W3C home > Mailing lists > Public > public-rdfa@w3.org > March 2014

RE: how do I copy some properties that are part of a bigger pattern

From: Richard H. McCullough <rhm@pioneerca.com>
Date: Tue, 11 Mar 2014 11:02:49 -0700
Message-ID: <COL129-W7730036CD20DE461C9EAF6AA770@phx.gbl>
To: Jarno van Driel <jarnovandriel@gmail.com>, Gregg Kellogg <gregg@greggkellogg.net>
CC: Niklas Lindström <lindstream@gmail.com>, public-rdfa <public-rdfa@w3.org>
You might want to steal some ideas from the mKR language.

mKR lets you name any list of propositions, e.g.,
      my propositions :: { proposition list };
and manipulate that list in numerous ways.

You can add, delete, ... propositions
You can change the underlying class hierarchy
...
 
Dick McCullough 

Context Knowledge Systems

mKE and the mKR language

mKR/mKE tutorial

Date: Tue, 11 Mar 2014 15:41:09 +0100
From: jarnovandriel@gmail.com
To: gregg@greggkellogg.net
CC: lindstream@gmail.com; public-rdfa@w3.org
Subject: Re: how do I copy some properties that are part of a bigger pattern

Thanks for the sources Gregg. Some of 'm I know but with the new insights I have now I bet some of 'm will make much more sense to me now. I'll make sure to read it before asking more questions.


2014-03-11 2:01 GMT+01:00 Gregg Kellogg <gregg@greggkellogg.net>:

On Mar 10, 2014, at 5:07 AM, Jarno van Driel <jarnovandriel@gmail.com> wrote:


"...There is no difference here between links and "nested" items..." + "...Try the example..."

Thanks, you just made my brain explode.   =)
It's been a couple of years since my first attempts at understanding RDFa - which failed miserably - since I have difficulty translating the W3 specifications in, for me, understandable rules on how it's supposed to be used and what it can do. Your comments together with the RDFa Play outcome succeeded where countless hours of reading specifications and experimenting with markup have failed me. Seriously Niklas, thanks! 
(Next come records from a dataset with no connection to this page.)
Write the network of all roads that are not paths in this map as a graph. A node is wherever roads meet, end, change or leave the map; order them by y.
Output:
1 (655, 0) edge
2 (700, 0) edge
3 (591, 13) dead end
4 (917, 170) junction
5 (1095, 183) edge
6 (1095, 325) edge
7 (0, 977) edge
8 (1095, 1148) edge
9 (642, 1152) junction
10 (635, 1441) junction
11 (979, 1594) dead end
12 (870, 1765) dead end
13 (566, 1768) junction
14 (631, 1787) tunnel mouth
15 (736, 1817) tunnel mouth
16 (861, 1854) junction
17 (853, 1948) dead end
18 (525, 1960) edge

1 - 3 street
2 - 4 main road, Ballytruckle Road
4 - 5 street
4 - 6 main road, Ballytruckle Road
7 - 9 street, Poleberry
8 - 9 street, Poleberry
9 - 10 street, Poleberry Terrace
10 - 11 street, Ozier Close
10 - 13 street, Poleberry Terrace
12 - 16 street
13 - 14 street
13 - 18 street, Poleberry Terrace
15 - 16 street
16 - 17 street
Now as for the IRC meet, let that slide for now. A tsunami of possibilities just flushed over me and I have to give it some time to let it sink in. The first thought I had after reading your comments and seeing the RDFa Play outcome was that writing an article about the use of @itemref isn't that difficult but comparing that to rdfa:pattern just became a whole lot more complicated. It now has become clear to me there is no 1:1 relation between the two - where I thought there was - and that RDFa offers different solutions for many of the situations where one only can use @itemref in Microdata. Which IS marvelous but which leaves me confused in how to clarify that in an article without writing a series that's as thick as the bible.

There are some great discussion threads on public-rdfa-wg in around December 2012, starting with a proposal from Ivan. Check out the "Reproducing Gregg/Niklas' thoughts ..." thread in http://lists.w3.org/Archives/Public/public-rdfa-wg/2012Dec/thread.html.
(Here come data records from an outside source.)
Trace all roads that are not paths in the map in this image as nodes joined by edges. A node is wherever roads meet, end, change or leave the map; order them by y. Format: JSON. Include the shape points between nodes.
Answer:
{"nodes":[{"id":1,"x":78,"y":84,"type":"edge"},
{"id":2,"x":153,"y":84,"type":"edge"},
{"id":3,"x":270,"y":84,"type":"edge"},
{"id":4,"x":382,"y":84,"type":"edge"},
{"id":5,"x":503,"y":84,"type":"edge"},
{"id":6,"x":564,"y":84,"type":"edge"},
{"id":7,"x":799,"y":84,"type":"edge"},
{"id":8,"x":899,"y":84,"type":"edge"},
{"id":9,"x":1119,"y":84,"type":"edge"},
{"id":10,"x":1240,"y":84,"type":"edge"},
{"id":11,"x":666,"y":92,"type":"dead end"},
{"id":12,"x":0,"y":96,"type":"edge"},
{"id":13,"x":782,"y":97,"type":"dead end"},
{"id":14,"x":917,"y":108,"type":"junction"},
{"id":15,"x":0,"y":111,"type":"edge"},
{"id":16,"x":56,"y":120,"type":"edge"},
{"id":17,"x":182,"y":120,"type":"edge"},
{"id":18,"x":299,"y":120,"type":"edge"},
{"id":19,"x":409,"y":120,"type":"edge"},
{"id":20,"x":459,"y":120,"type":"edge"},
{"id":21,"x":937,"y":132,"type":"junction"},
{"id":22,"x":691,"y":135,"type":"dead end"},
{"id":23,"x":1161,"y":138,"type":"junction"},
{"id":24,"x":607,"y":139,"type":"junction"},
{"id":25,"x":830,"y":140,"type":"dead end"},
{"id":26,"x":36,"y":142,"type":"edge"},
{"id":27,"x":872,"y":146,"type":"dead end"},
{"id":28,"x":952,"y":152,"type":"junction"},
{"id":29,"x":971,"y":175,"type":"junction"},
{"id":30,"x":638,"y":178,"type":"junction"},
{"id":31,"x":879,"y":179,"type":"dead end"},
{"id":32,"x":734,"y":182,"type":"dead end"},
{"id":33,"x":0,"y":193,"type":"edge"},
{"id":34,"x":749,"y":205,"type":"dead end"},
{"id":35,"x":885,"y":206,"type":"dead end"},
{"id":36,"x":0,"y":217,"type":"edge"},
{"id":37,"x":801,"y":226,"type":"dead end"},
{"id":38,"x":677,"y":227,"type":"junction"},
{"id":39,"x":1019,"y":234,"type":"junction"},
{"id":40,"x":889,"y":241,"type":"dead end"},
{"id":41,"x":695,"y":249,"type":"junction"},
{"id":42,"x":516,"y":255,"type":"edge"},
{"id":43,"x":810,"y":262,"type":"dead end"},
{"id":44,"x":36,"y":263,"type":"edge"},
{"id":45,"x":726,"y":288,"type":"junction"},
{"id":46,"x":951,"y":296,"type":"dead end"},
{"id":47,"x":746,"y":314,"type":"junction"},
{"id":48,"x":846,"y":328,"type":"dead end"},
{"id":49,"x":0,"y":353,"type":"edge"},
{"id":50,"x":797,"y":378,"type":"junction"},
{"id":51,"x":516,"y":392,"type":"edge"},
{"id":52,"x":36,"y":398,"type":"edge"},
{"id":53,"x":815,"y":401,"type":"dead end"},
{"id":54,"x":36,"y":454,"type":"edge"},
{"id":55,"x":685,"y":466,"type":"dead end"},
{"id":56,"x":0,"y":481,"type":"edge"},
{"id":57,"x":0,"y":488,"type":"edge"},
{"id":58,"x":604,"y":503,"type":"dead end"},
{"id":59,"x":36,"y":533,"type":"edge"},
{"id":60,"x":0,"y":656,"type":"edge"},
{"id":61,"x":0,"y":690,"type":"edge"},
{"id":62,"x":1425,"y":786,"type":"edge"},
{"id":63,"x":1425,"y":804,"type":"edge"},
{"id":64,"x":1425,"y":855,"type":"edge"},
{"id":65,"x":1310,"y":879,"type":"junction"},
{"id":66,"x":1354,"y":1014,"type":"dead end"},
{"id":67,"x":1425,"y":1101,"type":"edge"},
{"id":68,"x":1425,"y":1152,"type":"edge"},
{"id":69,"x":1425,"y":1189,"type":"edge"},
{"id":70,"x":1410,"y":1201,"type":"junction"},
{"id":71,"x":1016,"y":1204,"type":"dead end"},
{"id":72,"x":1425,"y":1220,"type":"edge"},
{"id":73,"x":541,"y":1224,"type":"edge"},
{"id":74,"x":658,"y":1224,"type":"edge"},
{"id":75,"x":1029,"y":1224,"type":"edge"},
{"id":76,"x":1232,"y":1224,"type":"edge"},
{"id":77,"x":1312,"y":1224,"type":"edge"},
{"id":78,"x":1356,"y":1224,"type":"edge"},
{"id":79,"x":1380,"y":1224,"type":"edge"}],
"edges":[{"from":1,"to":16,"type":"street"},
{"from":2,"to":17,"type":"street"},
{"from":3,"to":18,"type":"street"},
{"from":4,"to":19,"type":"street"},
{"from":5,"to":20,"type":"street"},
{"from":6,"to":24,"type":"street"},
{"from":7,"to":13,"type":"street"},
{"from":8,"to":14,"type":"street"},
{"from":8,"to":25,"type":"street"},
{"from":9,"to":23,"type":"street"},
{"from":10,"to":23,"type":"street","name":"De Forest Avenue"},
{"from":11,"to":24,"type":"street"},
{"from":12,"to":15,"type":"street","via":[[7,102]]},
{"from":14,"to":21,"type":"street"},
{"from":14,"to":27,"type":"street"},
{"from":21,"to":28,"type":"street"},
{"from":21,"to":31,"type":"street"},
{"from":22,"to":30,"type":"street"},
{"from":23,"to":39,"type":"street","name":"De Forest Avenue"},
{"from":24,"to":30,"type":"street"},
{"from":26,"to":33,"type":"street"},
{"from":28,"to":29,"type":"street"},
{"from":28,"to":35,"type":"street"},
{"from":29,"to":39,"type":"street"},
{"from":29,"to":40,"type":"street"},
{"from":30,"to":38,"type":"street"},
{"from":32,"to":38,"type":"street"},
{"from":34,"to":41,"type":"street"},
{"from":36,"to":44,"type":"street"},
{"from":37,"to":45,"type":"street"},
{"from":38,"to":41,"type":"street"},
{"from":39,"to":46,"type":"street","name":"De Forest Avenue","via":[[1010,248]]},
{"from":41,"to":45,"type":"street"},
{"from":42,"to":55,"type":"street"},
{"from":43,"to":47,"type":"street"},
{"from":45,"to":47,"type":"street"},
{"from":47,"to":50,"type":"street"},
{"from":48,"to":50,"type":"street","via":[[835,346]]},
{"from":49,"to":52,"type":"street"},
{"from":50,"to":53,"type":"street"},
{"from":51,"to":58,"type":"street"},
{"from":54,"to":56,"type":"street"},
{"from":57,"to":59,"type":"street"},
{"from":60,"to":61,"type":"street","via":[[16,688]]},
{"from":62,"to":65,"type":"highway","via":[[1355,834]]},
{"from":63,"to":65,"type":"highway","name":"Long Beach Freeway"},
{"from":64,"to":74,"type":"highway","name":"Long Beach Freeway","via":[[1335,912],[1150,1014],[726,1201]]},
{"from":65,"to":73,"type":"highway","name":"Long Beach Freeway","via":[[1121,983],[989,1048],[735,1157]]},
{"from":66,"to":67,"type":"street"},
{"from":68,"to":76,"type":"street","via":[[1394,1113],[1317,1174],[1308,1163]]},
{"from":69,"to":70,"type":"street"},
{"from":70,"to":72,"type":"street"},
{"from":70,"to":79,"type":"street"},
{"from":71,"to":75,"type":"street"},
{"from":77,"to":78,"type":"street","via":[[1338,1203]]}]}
As Niklas points out, the original concept was that a semantic approach to property-copying, where we identified a resource and used it as the source for copying properties, and remove the original "template" resource. Basically, it could mostly be done using SPARQL with INSERT DATA/DELETE DATA. It's worth looking at the thread to see some of the thought processes that were going on at the time.

I do know however that I want to limit myself to RDFa Lite since it's the RDFa community's answer to Microdata. Or at least that's way I understand it. So let me therefore ask, what are the differences between RDFa and RDFa Lite? Is there any clear documentation about the difference between the two I can read?

The RDFa Lite 1.1 recommendation <http://www.w3.org/TR/rdfa-lite/> pretty much calls this out. Also, the RDFa 1.1 Primer <http://www.w3.org/TR/xhtml-rdfa-primer/>. The key observation to the LIte recommendation is that RDFa gets complicated when there are too many attributes on an element, and the distinction between @about and @resource can be subtle. Even now, I see people having a problem with Microdata, when they use @itemprop on an anchor, and seem to expect the content of the element, rather than the value of @href to be used as the property's value. RDFa suffers from the same issue, but things get simpler when you restrict yourself to using fewer attributes and avoid combining them together.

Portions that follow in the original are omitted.